START Exercise input
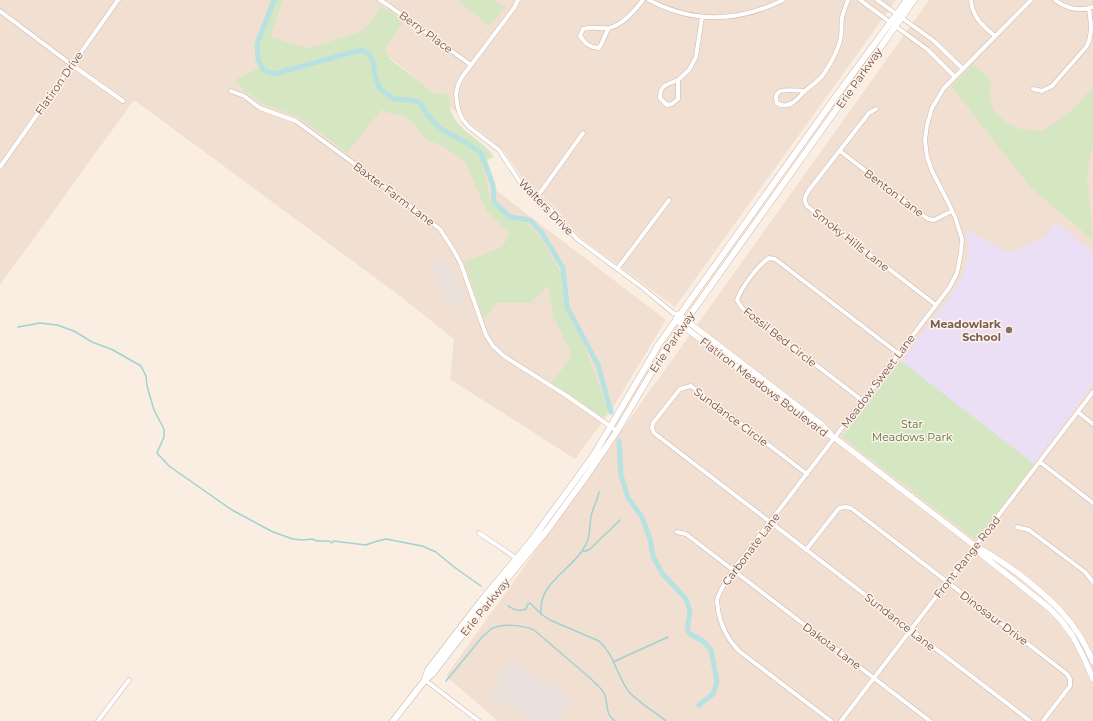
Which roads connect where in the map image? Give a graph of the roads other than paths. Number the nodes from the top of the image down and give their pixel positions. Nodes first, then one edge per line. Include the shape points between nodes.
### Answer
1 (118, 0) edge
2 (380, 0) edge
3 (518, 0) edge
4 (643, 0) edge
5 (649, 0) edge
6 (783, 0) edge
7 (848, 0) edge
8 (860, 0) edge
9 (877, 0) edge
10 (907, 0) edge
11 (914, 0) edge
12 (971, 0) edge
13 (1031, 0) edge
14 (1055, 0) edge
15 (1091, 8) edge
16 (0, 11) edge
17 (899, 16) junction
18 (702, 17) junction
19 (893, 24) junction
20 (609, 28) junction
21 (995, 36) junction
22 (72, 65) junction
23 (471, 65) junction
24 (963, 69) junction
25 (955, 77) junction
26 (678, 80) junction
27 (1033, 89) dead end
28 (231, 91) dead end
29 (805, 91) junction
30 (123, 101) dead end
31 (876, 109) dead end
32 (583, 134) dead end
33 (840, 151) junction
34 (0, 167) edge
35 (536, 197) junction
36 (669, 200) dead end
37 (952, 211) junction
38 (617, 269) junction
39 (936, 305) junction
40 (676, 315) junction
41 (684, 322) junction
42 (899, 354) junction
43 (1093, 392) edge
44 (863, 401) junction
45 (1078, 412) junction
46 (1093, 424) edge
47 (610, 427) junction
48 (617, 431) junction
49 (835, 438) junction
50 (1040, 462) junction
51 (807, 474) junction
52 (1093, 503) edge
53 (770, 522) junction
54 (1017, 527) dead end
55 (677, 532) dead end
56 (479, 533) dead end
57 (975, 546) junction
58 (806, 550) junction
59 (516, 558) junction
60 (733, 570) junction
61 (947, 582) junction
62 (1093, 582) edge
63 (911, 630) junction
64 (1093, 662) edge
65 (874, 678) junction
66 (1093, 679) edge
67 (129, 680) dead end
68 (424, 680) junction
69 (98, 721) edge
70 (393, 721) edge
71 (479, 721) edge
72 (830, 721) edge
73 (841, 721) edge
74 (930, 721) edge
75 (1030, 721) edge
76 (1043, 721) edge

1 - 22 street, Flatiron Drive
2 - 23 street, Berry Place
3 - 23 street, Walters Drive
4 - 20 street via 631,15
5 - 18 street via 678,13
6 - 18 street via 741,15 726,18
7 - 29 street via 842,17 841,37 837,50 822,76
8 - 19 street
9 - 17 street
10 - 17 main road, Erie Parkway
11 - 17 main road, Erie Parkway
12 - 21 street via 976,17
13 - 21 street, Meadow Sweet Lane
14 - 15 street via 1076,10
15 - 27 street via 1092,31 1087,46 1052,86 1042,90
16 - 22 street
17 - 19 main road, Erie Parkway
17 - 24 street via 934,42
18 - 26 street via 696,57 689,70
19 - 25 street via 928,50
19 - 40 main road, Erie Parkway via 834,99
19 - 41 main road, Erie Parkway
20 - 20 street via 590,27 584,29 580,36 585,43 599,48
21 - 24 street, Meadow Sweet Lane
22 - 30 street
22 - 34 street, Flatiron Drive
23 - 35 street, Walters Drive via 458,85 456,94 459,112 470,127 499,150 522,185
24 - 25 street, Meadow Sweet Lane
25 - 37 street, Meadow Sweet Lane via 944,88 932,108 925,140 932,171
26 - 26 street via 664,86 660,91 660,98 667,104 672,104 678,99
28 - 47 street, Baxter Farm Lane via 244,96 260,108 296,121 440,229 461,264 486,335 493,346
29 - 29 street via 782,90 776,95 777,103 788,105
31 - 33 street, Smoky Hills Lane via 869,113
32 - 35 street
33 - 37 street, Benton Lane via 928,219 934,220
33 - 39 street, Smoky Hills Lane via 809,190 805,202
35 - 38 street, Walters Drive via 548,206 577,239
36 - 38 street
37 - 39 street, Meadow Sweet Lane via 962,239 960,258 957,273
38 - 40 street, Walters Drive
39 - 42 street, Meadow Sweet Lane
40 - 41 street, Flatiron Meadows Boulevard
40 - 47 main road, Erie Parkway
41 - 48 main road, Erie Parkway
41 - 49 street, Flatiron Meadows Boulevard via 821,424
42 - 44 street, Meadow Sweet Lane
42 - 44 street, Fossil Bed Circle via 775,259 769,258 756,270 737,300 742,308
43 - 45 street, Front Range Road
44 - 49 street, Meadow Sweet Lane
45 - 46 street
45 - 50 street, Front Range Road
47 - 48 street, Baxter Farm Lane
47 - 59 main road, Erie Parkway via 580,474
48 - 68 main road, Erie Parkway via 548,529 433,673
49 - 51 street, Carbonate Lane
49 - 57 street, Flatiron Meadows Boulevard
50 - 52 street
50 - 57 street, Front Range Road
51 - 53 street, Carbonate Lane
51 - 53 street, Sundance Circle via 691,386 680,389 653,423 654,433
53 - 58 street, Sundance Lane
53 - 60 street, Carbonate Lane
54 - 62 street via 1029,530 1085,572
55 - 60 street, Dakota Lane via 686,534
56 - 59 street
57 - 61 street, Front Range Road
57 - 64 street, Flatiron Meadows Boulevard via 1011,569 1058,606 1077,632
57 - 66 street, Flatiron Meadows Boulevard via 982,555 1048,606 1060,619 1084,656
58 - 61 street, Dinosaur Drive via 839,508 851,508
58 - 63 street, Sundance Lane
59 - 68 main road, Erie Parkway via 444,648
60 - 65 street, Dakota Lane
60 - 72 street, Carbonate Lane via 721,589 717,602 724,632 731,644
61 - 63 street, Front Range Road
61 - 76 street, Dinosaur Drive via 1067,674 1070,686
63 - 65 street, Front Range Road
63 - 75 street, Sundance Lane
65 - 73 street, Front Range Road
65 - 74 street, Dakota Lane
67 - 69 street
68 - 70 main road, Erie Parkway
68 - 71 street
END Exercise input
Problem requirements:
Your answer must be the entries repeated exactly, with no pictures.

Written response:
Which roads connect where in the map image? Give a graph of the roads other than paths. Number the nodes from the top of the image down and give their pixel positions. Nodes first, then one edge per line. Include the shape points between nodes.
### Answer
1 (118, 0) edge
2 (380, 0) edge
3 (518, 0) edge
4 (643, 0) edge
5 (649, 0) edge
6 (783, 0) edge
7 (848, 0) edge
8 (860, 0) edge
9 (877, 0) edge
10 (907, 0) edge
11 (914, 0) edge
12 (971, 0) edge
13 (1031, 0) edge
14 (1055, 0) edge
15 (1091, 8) edge
16 (0, 11) edge
17 (899, 16) junction
18 (702, 17) junction
19 (893, 24) junction
20 (609, 28) junction
21 (995, 36) junction
22 (72, 65) junction
23 (471, 65) junction
24 (963, 69) junction
25 (955, 77) junction
26 (678, 80) junction
27 (1033, 89) dead end
28 (231, 91) dead end
29 (805, 91) junction
30 (123, 101) dead end
31 (876, 109) dead end
32 (583, 134) dead end
33 (840, 151) junction
34 (0, 167) edge
35 (536, 197) junction
36 (669, 200) dead end
37 (952, 211) junction
38 (617, 269) junction
39 (936, 305) junction
40 (676, 315) junction
41 (684, 322) junction
42 (899, 354) junction
43 (1093, 392) edge
44 (863, 401) junction
45 (1078, 412) junction
46 (1093, 424) edge
47 (610, 427) junction
48 (617, 431) junction
49 (835, 438) junction
50 (1040, 462) junction
51 (807, 474) junction
52 (1093, 503) edge
53 (770, 522) junction
54 (1017, 527) dead end
55 (677, 532) dead end
56 (479, 533) dead end
57 (975, 546) junction
58 (806, 550) junction
59 (516, 558) junction
60 (733, 570) junction
61 (947, 582) junction
62 (1093, 582) edge
63 (911, 630) junction
64 (1093, 662) edge
65 (874, 678) junction
66 (1093, 679) edge
67 (129, 680) dead end
68 (424, 680) junction
69 (98, 721) edge
70 (393, 721) edge
71 (479, 721) edge
72 (830, 721) edge
73 (841, 721) edge
74 (930, 721) edge
75 (1030, 721) edge
76 (1043, 721) edge

1 - 22 street, Flatiron Drive
2 - 23 street, Berry Place
3 - 23 street, Walters Drive
4 - 20 street via 631,15
5 - 18 street via 678,13
6 - 18 street via 741,15 726,18
7 - 29 street via 842,17 841,37 837,50 822,76
8 - 19 street
9 - 17 street
10 - 17 main road, Erie Parkway
11 - 17 main road, Erie Parkway
12 - 21 street via 976,17
13 - 21 street, Meadow Sweet Lane
14 - 15 street via 1076,10
15 - 27 street via 1092,31 1087,46 1052,86 1042,90
16 - 22 street
17 - 19 main road, Erie Parkway
17 - 24 street via 934,42
18 - 26 street via 696,57 689,70
19 - 25 street via 928,50
19 - 40 main road, Erie Parkway via 834,99
19 - 41 main road, Erie Parkway
20 - 20 street via 590,27 584,29 580,36 585,43 599,48
21 - 24 street, Meadow Sweet Lane
22 - 30 street
22 - 34 street, Flatiron Drive
23 - 35 street, Walters Drive via 458,85 456,94 459,112 470,127 499,150 522,185
24 - 25 street, Meadow Sweet Lane
25 - 37 street, Meadow Sweet Lane via 944,88 932,108 925,140 932,171
26 - 26 street via 664,86 660,91 660,98 667,104 672,104 678,99
28 - 47 street, Baxter Farm Lane via 244,96 260,108 296,121 440,229 461,264 486,335 493,346
29 - 29 street via 782,90 776,95 777,103 788,105
31 - 33 street, Smoky Hills Lane via 869,113
32 - 35 street
33 - 37 street, Benton Lane via 928,219 934,220
33 - 39 street, Smoky Hills Lane via 809,190 805,202
35 - 38 street, Walters Drive via 548,206 577,239
36 - 38 street
37 - 39 street, Meadow Sweet Lane via 962,239 960,258 957,273
38 - 40 street, Walters Drive
39 - 42 street, Meadow Sweet Lane
40 - 41 street, Flatiron Meadows Boulevard
40 - 47 main road, Erie Parkway
41 - 48 main road, Erie Parkway
41 - 49 street, Flatiron Meadows Boulevard via 821,424
42 - 44 street, Meadow Sweet Lane
42 - 44 street, Fossil Bed Circle via 775,259 769,258 756,270 737,300 742,308
43 - 45 street, Front Range Road
44 - 49 street, Meadow Sweet Lane
45 - 46 street
45 - 50 street, Front Range Road
47 - 48 street, Baxter Farm Lane
47 - 59 main road, Erie Parkway via 580,474
48 - 68 main road, Erie Parkway via 548,529 433,673
49 - 51 street, Carbonate Lane
49 - 57 street, Flatiron Meadows Boulevard
50 - 52 street
50 - 57 street, Front Range Road
51 - 53 street, Carbonate Lane
51 - 53 street, Sundance Circle via 691,386 680,389 653,423 654,433
53 - 58 street, Sundance Lane
53 - 60 street, Carbonate Lane
54 - 62 street via 1029,530 1085,572
55 - 60 street, Dakota Lane via 686,534
56 - 59 street
57 - 61 street, Front Range Road
57 - 64 street, Flatiron Meadows Boulevard via 1011,569 1058,606 1077,632
57 - 66 street, Flatiron Meadows Boulevard via 982,555 1048,606 1060,619 1084,656
58 - 61 street, Dinosaur Drive via 839,508 851,508
58 - 63 street, Sundance Lane
59 - 68 main road, Erie Parkway via 444,648
60 - 65 street, Dakota Lane
60 - 72 street, Carbonate Lane via 721,589 717,602 724,632 731,644
61 - 63 street, Front Range Road
61 - 76 street, Dinosaur Drive via 1067,674 1070,686
63 - 65 street, Front Range Road
63 - 75 street, Sundance Lane
65 - 73 street, Front Range Road
65 - 74 street, Dakota Lane
67 - 69 street
68 - 70 main road, Erie Parkway
68 - 71 street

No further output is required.